_About this exercise_
Which lines of the records contain "Rodríguez"? Collect every one of them.

_Data for review_

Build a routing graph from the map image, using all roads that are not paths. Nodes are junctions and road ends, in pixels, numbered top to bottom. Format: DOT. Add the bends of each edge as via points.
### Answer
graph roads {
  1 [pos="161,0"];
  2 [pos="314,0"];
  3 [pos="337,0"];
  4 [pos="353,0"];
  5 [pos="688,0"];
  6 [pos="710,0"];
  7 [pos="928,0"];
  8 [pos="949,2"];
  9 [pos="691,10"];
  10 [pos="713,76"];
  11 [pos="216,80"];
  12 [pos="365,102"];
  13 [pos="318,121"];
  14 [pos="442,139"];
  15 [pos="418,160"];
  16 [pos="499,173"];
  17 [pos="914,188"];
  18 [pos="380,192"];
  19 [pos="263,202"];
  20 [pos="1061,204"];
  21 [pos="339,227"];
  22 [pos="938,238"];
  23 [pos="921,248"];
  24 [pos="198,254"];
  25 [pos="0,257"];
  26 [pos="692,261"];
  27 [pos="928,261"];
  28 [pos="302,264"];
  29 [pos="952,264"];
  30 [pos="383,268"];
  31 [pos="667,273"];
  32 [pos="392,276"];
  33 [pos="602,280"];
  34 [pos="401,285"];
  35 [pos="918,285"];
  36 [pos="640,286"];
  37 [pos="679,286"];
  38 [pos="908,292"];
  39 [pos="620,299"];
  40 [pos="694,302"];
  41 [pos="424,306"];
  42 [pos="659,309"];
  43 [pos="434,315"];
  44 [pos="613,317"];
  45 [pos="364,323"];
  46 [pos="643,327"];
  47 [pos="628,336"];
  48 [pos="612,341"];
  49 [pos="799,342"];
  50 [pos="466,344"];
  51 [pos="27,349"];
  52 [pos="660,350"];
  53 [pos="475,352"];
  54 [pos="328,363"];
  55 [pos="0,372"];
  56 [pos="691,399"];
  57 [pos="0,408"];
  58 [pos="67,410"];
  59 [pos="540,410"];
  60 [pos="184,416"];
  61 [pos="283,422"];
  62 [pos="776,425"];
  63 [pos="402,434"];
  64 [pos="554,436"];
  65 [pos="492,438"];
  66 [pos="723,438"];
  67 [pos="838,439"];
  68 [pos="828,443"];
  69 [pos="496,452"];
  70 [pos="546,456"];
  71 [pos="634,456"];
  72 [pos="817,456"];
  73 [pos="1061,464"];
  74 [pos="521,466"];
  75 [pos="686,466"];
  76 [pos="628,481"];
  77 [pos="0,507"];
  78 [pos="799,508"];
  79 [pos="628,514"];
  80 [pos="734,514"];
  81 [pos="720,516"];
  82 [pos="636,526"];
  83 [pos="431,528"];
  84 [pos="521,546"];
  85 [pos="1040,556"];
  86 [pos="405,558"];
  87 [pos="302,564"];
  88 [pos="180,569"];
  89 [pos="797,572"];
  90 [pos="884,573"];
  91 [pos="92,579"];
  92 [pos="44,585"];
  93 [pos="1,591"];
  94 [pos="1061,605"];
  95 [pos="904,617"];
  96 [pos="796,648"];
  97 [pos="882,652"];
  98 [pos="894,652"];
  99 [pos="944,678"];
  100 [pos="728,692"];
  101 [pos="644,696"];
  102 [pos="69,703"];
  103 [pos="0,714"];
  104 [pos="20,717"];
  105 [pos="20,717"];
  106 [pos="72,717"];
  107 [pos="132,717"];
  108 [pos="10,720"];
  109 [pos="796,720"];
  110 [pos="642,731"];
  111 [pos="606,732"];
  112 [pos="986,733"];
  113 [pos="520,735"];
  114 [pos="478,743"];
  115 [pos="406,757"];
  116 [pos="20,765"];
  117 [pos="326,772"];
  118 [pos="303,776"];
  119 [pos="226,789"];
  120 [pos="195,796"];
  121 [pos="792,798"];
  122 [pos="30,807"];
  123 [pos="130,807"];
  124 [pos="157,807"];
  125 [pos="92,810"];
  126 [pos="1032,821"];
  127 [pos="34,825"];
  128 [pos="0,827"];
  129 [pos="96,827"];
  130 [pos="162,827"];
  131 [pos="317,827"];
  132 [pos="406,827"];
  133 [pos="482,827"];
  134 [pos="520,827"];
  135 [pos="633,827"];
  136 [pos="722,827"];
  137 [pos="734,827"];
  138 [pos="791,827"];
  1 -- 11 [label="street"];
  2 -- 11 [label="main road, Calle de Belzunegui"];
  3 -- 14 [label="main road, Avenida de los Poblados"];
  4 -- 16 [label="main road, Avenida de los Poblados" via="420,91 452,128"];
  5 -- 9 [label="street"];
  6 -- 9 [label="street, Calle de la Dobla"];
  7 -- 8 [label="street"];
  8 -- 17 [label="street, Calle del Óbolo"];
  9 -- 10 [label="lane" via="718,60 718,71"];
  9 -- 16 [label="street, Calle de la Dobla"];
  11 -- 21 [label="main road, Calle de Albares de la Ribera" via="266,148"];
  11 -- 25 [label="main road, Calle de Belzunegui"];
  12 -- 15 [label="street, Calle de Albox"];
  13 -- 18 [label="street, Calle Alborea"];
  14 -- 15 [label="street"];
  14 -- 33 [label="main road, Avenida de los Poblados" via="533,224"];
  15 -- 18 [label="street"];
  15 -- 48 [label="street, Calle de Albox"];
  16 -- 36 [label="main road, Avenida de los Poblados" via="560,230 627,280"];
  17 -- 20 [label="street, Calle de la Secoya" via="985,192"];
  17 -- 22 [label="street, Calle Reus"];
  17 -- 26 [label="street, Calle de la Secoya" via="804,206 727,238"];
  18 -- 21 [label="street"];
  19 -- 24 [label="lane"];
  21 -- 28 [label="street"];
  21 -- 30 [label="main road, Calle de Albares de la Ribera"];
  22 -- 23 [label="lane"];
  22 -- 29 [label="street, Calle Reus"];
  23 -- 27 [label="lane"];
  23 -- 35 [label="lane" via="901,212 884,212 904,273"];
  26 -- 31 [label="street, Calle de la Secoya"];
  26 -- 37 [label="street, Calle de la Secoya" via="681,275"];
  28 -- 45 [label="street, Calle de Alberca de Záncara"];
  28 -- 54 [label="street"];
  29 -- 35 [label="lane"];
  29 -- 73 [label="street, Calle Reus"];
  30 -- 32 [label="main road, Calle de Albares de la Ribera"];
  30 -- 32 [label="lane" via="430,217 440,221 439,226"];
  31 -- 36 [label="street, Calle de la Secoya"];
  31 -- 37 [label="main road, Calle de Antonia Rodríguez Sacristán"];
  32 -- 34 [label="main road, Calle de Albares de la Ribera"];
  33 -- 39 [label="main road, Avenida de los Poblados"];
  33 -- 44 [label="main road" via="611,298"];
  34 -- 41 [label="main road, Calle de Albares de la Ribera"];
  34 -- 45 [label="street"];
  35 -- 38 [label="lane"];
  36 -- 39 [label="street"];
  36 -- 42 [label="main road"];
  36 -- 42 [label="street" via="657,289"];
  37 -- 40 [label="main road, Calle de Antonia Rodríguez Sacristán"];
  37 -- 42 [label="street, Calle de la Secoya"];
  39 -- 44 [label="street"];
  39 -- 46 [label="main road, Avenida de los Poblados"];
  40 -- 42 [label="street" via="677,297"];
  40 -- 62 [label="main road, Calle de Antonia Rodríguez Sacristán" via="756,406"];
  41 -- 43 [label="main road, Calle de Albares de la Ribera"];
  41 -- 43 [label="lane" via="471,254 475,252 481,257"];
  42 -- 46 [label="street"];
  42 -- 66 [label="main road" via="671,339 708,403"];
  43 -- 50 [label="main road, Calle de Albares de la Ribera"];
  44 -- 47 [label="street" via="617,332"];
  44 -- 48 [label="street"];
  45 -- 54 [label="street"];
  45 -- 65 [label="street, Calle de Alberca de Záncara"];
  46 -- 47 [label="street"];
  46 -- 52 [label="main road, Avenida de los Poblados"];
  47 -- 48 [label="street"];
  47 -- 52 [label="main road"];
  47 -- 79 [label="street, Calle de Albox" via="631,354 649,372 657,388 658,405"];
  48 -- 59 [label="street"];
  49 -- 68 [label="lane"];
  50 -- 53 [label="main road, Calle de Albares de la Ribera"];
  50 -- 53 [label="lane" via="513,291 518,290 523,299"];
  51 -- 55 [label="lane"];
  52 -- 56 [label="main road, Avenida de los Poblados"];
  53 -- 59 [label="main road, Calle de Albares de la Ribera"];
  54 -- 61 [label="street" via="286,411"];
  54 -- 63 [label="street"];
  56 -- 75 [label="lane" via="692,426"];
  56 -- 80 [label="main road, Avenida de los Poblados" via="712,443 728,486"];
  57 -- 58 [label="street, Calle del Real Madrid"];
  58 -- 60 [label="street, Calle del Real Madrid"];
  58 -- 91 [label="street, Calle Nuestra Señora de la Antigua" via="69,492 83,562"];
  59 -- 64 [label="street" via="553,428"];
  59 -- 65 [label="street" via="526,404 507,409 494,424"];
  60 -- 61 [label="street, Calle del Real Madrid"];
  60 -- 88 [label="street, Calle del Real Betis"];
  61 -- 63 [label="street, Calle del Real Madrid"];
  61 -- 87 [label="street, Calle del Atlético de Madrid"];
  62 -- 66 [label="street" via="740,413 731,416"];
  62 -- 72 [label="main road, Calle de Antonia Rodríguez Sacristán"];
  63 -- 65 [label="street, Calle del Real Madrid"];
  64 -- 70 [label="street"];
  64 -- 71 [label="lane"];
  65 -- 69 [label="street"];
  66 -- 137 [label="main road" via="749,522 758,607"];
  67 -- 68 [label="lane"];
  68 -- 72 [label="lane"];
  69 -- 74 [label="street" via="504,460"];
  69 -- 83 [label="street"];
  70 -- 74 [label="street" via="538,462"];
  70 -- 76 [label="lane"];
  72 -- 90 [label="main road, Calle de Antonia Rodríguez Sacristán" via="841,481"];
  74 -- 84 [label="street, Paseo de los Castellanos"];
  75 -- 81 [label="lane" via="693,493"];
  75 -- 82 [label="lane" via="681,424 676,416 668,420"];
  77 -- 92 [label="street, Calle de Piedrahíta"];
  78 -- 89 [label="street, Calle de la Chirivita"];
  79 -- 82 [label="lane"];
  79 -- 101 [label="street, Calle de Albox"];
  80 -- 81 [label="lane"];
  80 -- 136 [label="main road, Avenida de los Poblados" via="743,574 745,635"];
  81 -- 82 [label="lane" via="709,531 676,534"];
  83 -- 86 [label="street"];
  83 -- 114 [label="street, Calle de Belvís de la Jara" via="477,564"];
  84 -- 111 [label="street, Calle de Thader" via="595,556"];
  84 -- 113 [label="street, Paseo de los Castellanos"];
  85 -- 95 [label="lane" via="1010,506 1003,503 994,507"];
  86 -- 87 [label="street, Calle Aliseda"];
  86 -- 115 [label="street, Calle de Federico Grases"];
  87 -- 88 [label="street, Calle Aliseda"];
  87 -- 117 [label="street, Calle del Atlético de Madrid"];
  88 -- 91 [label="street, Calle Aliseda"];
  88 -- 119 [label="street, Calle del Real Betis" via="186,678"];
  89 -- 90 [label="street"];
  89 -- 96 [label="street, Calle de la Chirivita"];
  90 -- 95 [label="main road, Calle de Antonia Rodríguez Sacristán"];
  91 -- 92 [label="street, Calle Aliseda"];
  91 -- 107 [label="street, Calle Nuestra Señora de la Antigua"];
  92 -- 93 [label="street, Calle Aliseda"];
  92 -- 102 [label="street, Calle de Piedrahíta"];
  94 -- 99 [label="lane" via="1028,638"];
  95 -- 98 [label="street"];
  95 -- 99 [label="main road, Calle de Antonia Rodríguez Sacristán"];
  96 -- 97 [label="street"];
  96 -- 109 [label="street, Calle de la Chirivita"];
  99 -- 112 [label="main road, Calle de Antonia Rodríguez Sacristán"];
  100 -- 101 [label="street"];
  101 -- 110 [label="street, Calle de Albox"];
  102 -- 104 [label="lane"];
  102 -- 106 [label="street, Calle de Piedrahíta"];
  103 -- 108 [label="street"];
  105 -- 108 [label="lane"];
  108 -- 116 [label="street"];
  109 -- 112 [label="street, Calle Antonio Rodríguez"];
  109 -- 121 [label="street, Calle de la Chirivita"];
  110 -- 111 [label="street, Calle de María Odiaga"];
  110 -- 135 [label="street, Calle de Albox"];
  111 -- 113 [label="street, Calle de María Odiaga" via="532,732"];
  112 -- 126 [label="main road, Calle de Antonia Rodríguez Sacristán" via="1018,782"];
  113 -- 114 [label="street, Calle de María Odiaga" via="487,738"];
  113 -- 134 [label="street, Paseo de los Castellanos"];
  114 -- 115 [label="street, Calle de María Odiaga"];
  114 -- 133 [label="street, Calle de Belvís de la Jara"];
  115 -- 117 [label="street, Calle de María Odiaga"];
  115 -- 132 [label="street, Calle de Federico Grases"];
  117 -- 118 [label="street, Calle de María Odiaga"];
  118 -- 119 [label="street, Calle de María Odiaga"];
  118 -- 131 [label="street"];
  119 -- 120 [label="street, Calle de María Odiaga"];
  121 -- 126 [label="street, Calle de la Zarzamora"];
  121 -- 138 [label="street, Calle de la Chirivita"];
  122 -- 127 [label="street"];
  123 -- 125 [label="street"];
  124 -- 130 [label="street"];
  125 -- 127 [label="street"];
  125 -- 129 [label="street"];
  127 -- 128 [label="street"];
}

_Answer box_
  31 -- 37 [label="main road, Calle de Antonia Rodríguez Sacristán"];
  37 -- 40 [label="main road, Calle de Antonia Rodríguez Sacristán"];
  40 -- 62 [label="main road, Calle de Antonia Rodríguez Sacristán" via="756,406"];
  62 -- 72 [label="main road, Calle de Antonia Rodríguez Sacristán"];
  72 -- 90 [label="main road, Calle de Antonia Rodríguez Sacristán" via="841,481"];
  90 -- 95 [label="main road, Calle de Antonia Rodríguez Sacristán"];
  95 -- 99 [label="main road, Calle de Antonia Rodríguez Sacristán"];
  99 -- 112 [label="main road, Calle de Antonia Rodríguez Sacristán"];
  109 -- 112 [label="street, Calle Antonio Rodríguez"];
  112 -- 126 [label="main road, Calle de Antonia Rodríguez Sacristán" via="1018,782"];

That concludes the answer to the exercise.